Перед тем как разбрестись по домам, Есенин читал стихи. Оттого ли, что кричал он, ввергая в звон подвески на наших «канделяберах», а себя величал то курицей, снесшейся золотым словесным яйцом, то пророком Сергеем; от слов ли, крепких и грубых, но за стеной, где почивала бабушка, что-то всхлипнуло, простонало и в безнадежности зашаркало шлепанцами по направлению к ватерклозету.
4
Каждый день, часов около двух, приходил Есенин ко мне в издательство и, садясь около, клал на стол, заваленный рукописями, желтый тюречок с солеными огурцами.
Из тюречка на стол бежали струйки рассола.
В зубах хрустело огуречное зеленое мясо, и сочился соленый сок, расползаясь фиолетовыми пятнами по рукописным страничкам.
Есенин поучал:
– Так, с бухты-барахты, не след идти в русскую литературу. Искусную надо вести игру и тончайшую политику.
И тыкал в меня пальцем:
– Трудно тебе будет, Толя, в лаковых ботиночках и с проборчиком волосок к волоску. Как можно без поэтической рассеянности? Разве витают под облаками в брючках из-под утюга! Кто этому поверит? Вот смотри – Белый. И волос уже седой, и лысина величиной с вольфовского однотомного Пушкина, а перед кухаркой своей, что исподники ему стирает, и то вдохновенным ходит. А еще очень невредно прикинуться дурачком. Шибко у нас дурачка любят… Каждому надо доставить свое удовольствие.
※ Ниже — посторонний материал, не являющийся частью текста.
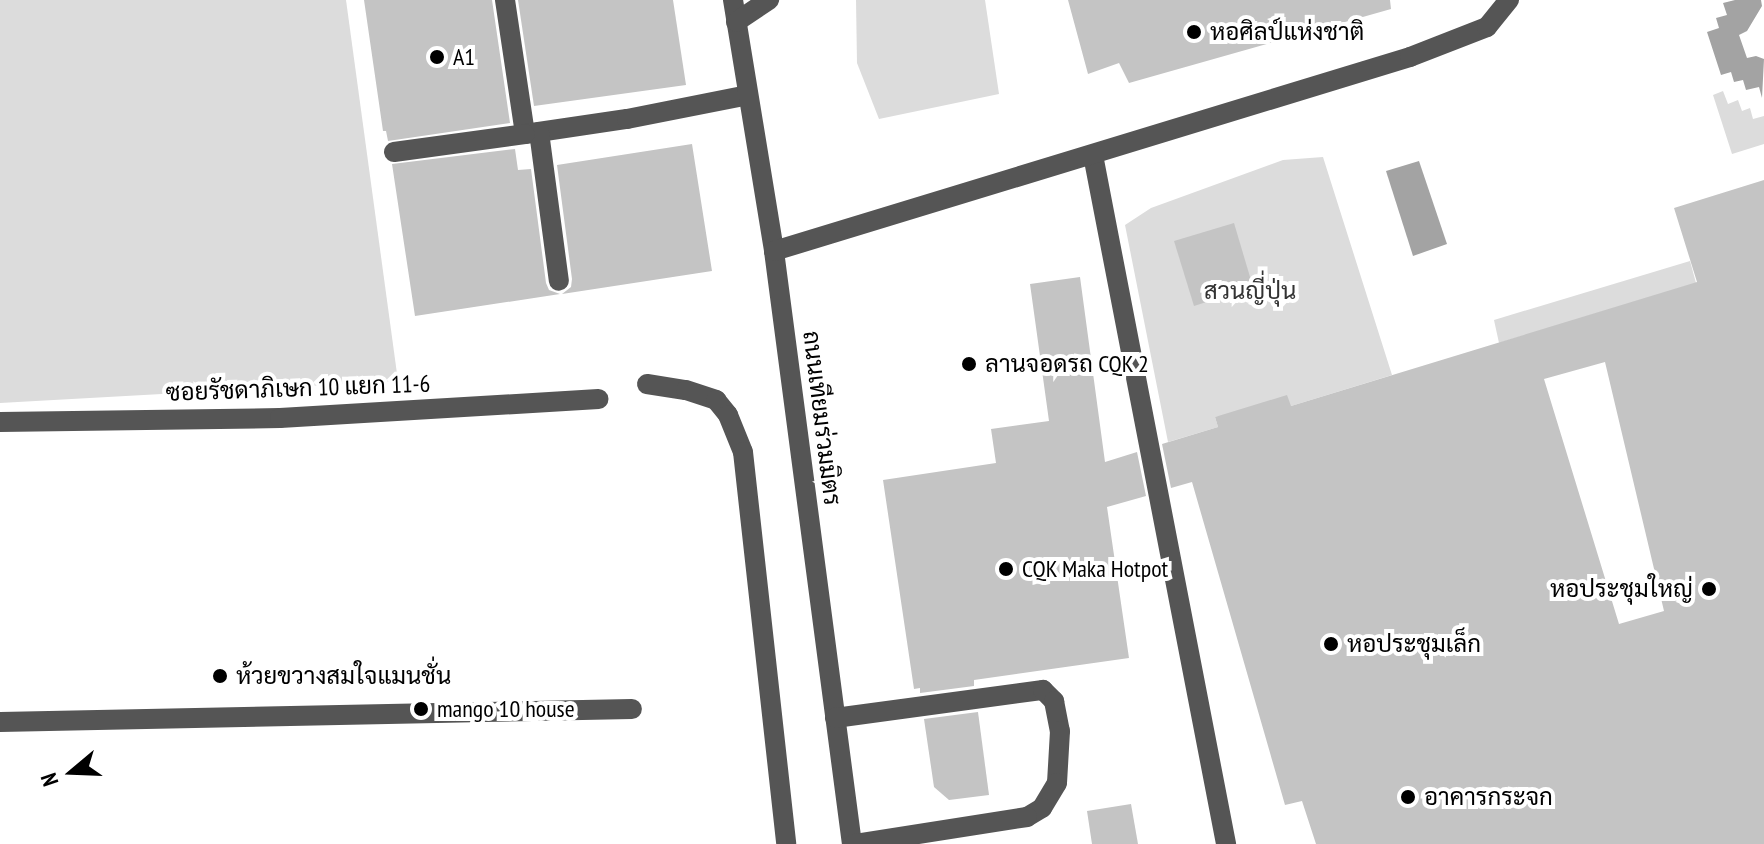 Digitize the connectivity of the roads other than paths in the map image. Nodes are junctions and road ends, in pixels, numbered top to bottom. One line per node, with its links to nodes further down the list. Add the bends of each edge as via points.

Знаешь, как я на Парнас восходил?..
И Есенин весело, по-мальчишески захохотал.
– Тут, брат, дело надо было вести хитро. Пусть, думаю, каждый считает: я его в русскую литературу ввел. Им приятно, а мне наплевать. Городецкий ввел? Ввел. Клюев ввел? Ввел. Сологуб с Чеботаревской ввели? Ввели. Одним словом: и Мережковский с Гиппиусихой, и Блок, и Рюрик Ивнев… к нему я, правда, первому из поэтов подошел – скосил он на меня, помню, лорнет, и не успел я еще стишка в двенадцать строчек прочесть, а он уже тоненьким таким голосочком: «Ах, как замечательно! Ах, как гениально! Ах…» и, ухватив меня под ручку, поволок от знаменитости к знаменитости, «ахи» свои расточая. Сам же я – скромного, можно сказать, скромнее. От каждой похвалы краснею как девушка и в глаза никому от робости не гляжу. Потеха!